Filter the entries that follow, copying every line in which the word "SHUJAAT" appears.
+++ Dataset content
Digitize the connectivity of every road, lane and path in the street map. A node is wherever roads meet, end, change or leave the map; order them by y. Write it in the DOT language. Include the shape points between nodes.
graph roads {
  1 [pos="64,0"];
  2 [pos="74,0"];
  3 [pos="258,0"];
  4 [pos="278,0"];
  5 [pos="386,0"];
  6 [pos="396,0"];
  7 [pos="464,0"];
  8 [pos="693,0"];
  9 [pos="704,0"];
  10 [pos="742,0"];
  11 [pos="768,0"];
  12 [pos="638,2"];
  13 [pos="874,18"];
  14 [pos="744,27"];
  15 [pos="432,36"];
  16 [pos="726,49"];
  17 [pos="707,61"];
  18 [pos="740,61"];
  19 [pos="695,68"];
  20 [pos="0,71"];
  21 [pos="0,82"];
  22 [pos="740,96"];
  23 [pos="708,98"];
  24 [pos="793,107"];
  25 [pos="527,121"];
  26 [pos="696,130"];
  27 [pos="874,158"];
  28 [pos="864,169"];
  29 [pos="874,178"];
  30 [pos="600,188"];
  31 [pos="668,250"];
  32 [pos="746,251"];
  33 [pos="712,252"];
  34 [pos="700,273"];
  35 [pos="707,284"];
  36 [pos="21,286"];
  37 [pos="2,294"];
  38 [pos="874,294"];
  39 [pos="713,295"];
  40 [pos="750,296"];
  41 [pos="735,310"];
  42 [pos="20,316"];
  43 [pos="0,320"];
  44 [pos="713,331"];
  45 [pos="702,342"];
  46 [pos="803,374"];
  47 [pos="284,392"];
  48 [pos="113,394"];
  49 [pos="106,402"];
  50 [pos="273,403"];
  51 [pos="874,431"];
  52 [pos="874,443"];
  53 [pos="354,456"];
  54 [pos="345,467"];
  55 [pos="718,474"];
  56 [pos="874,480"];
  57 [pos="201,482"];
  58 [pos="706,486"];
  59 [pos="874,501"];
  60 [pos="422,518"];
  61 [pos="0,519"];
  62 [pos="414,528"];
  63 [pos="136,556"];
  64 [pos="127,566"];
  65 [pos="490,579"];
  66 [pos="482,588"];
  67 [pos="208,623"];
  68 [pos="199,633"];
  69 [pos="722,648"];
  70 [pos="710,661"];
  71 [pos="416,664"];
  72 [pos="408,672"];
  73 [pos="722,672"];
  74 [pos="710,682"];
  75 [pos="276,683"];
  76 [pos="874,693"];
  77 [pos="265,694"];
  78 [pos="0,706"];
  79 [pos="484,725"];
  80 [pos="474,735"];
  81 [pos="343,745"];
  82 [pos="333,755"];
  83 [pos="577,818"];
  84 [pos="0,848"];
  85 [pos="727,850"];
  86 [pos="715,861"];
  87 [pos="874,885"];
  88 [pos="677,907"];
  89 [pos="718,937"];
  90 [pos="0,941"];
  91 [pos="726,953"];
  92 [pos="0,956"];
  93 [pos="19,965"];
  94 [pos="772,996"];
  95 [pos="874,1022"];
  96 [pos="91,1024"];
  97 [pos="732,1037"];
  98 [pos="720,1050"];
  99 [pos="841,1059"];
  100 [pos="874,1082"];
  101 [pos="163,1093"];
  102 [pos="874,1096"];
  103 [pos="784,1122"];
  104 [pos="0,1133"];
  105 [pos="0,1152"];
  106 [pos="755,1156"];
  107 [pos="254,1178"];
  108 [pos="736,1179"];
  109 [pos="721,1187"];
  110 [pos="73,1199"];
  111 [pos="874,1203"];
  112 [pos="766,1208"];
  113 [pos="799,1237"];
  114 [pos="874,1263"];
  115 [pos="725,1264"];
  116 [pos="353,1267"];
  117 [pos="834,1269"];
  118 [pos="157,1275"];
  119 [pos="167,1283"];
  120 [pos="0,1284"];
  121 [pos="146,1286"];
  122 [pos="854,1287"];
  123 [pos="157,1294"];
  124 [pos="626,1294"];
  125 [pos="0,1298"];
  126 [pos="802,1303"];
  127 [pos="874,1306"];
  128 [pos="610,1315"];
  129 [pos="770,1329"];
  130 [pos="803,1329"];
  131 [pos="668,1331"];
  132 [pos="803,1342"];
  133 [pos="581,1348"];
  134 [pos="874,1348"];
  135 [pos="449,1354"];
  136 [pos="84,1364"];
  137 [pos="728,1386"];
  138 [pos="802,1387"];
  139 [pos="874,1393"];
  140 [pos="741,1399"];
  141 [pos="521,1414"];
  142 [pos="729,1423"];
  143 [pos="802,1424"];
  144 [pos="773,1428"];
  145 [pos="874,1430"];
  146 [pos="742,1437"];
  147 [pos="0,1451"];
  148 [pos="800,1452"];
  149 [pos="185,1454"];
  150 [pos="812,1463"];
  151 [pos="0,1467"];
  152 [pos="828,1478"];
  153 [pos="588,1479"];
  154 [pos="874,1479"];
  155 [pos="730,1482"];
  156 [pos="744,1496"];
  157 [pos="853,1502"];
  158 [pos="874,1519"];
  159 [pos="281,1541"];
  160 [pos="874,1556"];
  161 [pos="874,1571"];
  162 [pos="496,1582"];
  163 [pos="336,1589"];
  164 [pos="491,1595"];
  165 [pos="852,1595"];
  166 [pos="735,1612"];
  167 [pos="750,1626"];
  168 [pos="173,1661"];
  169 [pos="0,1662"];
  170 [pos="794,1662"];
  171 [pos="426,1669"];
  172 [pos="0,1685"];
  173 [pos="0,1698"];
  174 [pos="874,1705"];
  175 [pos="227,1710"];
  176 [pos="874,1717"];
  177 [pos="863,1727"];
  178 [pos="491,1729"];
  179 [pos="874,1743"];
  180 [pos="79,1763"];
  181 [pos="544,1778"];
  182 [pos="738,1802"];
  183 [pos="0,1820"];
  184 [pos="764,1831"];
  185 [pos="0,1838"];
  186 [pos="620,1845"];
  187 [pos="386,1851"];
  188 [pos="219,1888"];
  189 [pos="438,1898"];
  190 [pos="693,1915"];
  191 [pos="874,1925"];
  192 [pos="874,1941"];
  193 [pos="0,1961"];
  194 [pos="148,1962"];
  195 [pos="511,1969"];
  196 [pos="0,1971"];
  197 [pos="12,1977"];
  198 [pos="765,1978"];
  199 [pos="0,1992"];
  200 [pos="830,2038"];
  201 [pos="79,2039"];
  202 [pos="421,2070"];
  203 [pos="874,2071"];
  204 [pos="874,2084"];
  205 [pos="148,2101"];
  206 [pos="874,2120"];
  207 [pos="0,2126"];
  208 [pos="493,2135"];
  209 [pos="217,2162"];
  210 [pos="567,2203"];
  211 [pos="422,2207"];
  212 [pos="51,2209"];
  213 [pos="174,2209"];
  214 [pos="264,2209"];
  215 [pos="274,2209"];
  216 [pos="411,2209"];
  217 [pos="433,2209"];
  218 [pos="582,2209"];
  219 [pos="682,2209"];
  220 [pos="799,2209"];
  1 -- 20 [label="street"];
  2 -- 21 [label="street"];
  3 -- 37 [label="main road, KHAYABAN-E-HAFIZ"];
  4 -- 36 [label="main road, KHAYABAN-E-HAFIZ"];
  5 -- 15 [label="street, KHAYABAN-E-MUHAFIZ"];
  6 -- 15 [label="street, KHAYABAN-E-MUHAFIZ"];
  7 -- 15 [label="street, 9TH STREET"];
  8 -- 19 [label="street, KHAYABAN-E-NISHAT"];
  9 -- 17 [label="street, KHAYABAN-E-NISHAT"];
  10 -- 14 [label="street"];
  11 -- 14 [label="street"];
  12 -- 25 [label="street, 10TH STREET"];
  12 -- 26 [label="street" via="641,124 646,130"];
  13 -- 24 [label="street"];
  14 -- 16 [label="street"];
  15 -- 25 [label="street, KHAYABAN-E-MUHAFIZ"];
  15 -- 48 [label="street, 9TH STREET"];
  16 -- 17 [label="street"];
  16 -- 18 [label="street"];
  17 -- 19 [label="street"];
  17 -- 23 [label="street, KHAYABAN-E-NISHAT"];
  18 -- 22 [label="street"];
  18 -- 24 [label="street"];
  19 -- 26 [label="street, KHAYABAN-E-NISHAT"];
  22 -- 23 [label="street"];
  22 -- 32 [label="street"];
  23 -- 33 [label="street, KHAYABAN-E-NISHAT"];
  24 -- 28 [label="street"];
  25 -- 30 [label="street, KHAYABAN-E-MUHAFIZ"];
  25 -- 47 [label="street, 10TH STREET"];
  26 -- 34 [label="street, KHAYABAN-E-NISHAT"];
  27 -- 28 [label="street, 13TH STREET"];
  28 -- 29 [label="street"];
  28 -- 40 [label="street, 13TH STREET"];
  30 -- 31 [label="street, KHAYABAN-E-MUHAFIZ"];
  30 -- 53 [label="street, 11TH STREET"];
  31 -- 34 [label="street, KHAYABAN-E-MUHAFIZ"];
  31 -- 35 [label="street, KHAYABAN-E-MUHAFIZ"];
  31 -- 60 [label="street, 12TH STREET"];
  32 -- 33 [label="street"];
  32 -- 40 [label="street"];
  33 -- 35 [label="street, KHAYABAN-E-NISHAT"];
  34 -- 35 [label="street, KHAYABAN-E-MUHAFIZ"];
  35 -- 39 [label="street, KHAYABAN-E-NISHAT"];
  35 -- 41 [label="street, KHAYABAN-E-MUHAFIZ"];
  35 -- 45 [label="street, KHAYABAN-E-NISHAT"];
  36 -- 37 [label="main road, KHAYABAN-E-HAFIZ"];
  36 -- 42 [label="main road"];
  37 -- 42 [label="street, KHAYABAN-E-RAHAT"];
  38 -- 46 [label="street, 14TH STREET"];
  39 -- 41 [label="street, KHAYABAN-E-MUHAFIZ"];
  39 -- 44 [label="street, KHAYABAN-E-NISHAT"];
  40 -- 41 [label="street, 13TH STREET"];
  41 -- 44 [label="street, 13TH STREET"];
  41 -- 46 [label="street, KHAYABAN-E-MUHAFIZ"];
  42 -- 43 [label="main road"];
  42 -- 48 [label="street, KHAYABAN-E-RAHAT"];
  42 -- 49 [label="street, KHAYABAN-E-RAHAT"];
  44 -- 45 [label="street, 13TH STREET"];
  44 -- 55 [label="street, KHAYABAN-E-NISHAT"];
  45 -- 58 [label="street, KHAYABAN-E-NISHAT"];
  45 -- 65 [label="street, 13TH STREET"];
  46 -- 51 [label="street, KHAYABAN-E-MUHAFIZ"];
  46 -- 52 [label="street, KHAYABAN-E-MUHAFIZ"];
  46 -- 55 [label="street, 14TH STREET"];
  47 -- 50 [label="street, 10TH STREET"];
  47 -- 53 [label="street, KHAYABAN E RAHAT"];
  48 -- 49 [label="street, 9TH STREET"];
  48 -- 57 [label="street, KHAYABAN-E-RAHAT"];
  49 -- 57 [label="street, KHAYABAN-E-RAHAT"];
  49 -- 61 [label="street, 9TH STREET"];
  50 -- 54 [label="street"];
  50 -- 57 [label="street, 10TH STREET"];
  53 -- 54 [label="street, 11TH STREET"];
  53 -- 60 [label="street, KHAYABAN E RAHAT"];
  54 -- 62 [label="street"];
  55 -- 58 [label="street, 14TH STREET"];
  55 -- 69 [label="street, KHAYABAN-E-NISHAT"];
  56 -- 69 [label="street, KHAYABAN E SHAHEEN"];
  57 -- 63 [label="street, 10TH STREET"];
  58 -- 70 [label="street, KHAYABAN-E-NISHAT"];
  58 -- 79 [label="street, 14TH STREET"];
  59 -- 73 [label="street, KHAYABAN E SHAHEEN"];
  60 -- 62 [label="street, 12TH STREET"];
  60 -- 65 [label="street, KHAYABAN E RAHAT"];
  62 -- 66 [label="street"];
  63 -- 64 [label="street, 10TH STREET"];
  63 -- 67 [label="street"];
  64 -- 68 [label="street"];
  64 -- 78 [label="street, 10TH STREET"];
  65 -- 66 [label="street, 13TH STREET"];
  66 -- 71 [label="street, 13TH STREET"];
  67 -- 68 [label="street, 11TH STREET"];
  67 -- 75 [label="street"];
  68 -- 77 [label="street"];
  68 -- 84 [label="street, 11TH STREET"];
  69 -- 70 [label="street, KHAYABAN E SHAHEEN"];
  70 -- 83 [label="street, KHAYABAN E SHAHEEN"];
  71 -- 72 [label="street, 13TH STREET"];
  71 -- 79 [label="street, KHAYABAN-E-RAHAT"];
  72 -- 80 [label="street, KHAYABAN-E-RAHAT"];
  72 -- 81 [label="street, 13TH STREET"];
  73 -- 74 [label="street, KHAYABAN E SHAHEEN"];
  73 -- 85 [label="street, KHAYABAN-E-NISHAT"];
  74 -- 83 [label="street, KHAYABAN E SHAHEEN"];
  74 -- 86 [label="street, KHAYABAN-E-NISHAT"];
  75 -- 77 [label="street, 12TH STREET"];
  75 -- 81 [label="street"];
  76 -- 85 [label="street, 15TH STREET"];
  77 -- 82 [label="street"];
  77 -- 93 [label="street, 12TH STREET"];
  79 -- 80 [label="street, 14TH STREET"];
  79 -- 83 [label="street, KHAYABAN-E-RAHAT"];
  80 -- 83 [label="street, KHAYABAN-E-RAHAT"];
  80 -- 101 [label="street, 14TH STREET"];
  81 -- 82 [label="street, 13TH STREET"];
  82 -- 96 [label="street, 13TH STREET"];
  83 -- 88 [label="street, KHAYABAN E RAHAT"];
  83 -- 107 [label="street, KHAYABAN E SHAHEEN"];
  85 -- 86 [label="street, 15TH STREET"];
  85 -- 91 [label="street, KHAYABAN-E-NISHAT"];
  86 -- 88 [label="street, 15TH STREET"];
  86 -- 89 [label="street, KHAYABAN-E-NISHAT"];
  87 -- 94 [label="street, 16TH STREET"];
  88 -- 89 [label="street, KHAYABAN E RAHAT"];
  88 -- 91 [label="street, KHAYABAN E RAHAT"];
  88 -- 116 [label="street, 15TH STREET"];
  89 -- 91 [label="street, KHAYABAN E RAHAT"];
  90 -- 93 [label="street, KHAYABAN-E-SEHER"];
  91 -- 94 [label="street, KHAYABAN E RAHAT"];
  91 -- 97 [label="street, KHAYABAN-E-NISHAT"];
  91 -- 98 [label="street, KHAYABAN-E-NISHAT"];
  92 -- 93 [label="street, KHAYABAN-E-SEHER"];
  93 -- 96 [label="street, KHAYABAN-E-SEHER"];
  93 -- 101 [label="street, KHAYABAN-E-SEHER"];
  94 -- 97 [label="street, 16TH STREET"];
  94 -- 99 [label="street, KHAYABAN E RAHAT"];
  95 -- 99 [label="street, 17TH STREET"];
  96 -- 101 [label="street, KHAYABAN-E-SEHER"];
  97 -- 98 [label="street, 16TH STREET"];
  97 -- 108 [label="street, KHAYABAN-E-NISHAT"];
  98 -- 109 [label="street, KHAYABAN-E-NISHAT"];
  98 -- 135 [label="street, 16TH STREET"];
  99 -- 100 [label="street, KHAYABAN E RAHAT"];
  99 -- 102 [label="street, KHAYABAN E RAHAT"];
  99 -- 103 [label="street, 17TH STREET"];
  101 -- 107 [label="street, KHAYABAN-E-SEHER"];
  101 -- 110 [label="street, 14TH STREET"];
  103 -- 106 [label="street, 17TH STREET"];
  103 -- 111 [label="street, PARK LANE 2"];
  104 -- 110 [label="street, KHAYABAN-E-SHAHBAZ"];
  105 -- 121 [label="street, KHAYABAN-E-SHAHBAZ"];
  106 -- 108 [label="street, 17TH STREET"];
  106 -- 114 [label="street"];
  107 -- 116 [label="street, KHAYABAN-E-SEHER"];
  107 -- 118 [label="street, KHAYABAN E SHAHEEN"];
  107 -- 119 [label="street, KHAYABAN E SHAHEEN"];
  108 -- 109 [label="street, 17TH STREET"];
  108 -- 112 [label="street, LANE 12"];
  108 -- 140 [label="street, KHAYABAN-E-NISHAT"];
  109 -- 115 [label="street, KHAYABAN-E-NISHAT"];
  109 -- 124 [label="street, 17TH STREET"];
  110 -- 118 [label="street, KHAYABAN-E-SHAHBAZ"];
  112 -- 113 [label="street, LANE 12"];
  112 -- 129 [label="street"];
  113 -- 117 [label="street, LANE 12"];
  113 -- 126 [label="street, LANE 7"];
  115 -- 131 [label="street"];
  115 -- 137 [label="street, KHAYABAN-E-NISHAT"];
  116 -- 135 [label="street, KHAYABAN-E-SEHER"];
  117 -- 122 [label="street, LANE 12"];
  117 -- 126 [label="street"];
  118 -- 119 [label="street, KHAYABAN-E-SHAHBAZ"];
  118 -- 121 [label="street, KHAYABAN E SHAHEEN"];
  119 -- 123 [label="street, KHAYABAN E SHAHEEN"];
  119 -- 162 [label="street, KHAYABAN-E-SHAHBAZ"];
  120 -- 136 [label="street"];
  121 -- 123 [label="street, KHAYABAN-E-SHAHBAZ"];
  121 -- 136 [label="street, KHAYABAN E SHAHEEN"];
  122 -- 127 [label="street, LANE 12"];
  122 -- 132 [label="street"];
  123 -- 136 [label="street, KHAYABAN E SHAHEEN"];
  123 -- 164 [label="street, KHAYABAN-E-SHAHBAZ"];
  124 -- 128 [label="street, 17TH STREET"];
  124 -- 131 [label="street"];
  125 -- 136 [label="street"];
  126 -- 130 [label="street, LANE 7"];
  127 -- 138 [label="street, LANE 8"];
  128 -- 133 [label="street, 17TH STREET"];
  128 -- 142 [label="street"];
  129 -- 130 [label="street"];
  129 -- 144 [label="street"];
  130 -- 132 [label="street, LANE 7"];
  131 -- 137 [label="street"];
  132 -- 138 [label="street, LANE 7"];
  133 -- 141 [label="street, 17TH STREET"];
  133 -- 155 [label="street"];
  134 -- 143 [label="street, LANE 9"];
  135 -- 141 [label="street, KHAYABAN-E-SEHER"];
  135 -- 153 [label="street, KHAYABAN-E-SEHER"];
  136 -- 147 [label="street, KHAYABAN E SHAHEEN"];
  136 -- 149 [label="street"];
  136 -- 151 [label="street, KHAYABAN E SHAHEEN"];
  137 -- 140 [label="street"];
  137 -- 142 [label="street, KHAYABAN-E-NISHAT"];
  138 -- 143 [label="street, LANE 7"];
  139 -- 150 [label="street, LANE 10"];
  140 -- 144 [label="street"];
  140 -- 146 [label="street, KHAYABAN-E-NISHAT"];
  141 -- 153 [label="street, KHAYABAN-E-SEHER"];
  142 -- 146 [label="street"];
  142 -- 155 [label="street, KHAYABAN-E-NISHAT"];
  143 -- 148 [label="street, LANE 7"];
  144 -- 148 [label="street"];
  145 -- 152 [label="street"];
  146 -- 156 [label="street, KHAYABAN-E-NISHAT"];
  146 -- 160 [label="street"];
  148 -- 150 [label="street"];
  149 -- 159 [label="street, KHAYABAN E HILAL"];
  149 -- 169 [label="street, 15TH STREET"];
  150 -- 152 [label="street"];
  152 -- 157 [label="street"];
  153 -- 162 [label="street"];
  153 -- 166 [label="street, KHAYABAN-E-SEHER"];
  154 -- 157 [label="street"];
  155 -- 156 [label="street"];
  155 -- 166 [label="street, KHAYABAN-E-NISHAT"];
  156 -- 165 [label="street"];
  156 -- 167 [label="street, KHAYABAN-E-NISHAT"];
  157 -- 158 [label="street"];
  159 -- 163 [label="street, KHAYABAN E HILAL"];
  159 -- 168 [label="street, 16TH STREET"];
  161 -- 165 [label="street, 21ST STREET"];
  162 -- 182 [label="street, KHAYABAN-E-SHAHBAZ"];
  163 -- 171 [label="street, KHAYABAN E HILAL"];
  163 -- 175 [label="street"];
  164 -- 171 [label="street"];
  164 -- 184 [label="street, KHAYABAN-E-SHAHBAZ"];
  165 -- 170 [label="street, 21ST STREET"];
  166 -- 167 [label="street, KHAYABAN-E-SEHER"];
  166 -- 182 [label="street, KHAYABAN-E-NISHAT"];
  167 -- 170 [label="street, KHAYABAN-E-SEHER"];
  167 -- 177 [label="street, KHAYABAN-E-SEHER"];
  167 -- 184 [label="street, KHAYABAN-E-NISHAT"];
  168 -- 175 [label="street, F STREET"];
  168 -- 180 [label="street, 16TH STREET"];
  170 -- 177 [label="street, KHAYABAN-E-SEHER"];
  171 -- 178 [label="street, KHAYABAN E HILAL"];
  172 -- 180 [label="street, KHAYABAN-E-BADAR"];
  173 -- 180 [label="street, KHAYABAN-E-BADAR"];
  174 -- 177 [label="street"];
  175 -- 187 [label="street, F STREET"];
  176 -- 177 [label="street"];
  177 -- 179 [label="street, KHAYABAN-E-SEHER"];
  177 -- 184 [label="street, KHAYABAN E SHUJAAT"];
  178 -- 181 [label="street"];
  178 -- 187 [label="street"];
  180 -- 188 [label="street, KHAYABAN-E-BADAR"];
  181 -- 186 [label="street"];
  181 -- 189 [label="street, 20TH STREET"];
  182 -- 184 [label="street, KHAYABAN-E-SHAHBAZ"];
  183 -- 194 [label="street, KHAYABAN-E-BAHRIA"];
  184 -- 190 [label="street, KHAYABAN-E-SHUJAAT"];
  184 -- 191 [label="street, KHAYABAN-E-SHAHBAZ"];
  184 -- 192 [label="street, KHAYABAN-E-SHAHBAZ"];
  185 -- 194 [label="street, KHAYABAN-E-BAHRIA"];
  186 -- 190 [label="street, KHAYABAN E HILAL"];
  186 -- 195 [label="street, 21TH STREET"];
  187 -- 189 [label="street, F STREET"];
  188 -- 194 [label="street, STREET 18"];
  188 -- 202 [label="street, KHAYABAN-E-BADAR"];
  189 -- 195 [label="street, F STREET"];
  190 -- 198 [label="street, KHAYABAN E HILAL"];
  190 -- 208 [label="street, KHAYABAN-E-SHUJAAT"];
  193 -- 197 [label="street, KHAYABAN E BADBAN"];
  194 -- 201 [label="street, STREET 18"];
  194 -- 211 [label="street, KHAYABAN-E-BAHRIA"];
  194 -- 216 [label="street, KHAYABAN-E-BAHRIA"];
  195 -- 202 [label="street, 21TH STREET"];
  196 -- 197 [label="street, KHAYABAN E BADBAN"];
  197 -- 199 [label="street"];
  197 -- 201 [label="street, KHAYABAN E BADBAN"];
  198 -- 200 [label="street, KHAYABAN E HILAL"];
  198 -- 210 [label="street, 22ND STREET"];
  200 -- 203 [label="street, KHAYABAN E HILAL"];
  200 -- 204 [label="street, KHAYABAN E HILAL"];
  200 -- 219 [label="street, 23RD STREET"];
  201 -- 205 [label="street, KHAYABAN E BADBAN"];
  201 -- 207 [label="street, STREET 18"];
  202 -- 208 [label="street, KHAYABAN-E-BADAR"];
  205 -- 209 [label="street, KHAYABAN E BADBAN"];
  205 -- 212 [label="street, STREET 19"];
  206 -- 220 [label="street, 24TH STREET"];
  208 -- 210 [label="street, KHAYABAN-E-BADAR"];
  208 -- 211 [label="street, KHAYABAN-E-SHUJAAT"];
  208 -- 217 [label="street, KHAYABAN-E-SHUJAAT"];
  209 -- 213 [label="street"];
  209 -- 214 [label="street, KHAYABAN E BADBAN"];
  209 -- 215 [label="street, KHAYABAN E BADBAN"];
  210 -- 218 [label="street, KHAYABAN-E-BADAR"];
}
++++++
**Written answer:**
  177 -- 184 [label="street, KHAYABAN E SHUJAAT"];
  184 -- 190 [label="street, KHAYABAN-E-SHUJAAT"];
  190 -- 208 [label="street, KHAYABAN-E-SHUJAAT"];
  208 -- 211 [label="street, KHAYABAN-E-SHUJAAT"];
  208 -- 217 [label="street, KHAYABAN-E-SHUJAAT"];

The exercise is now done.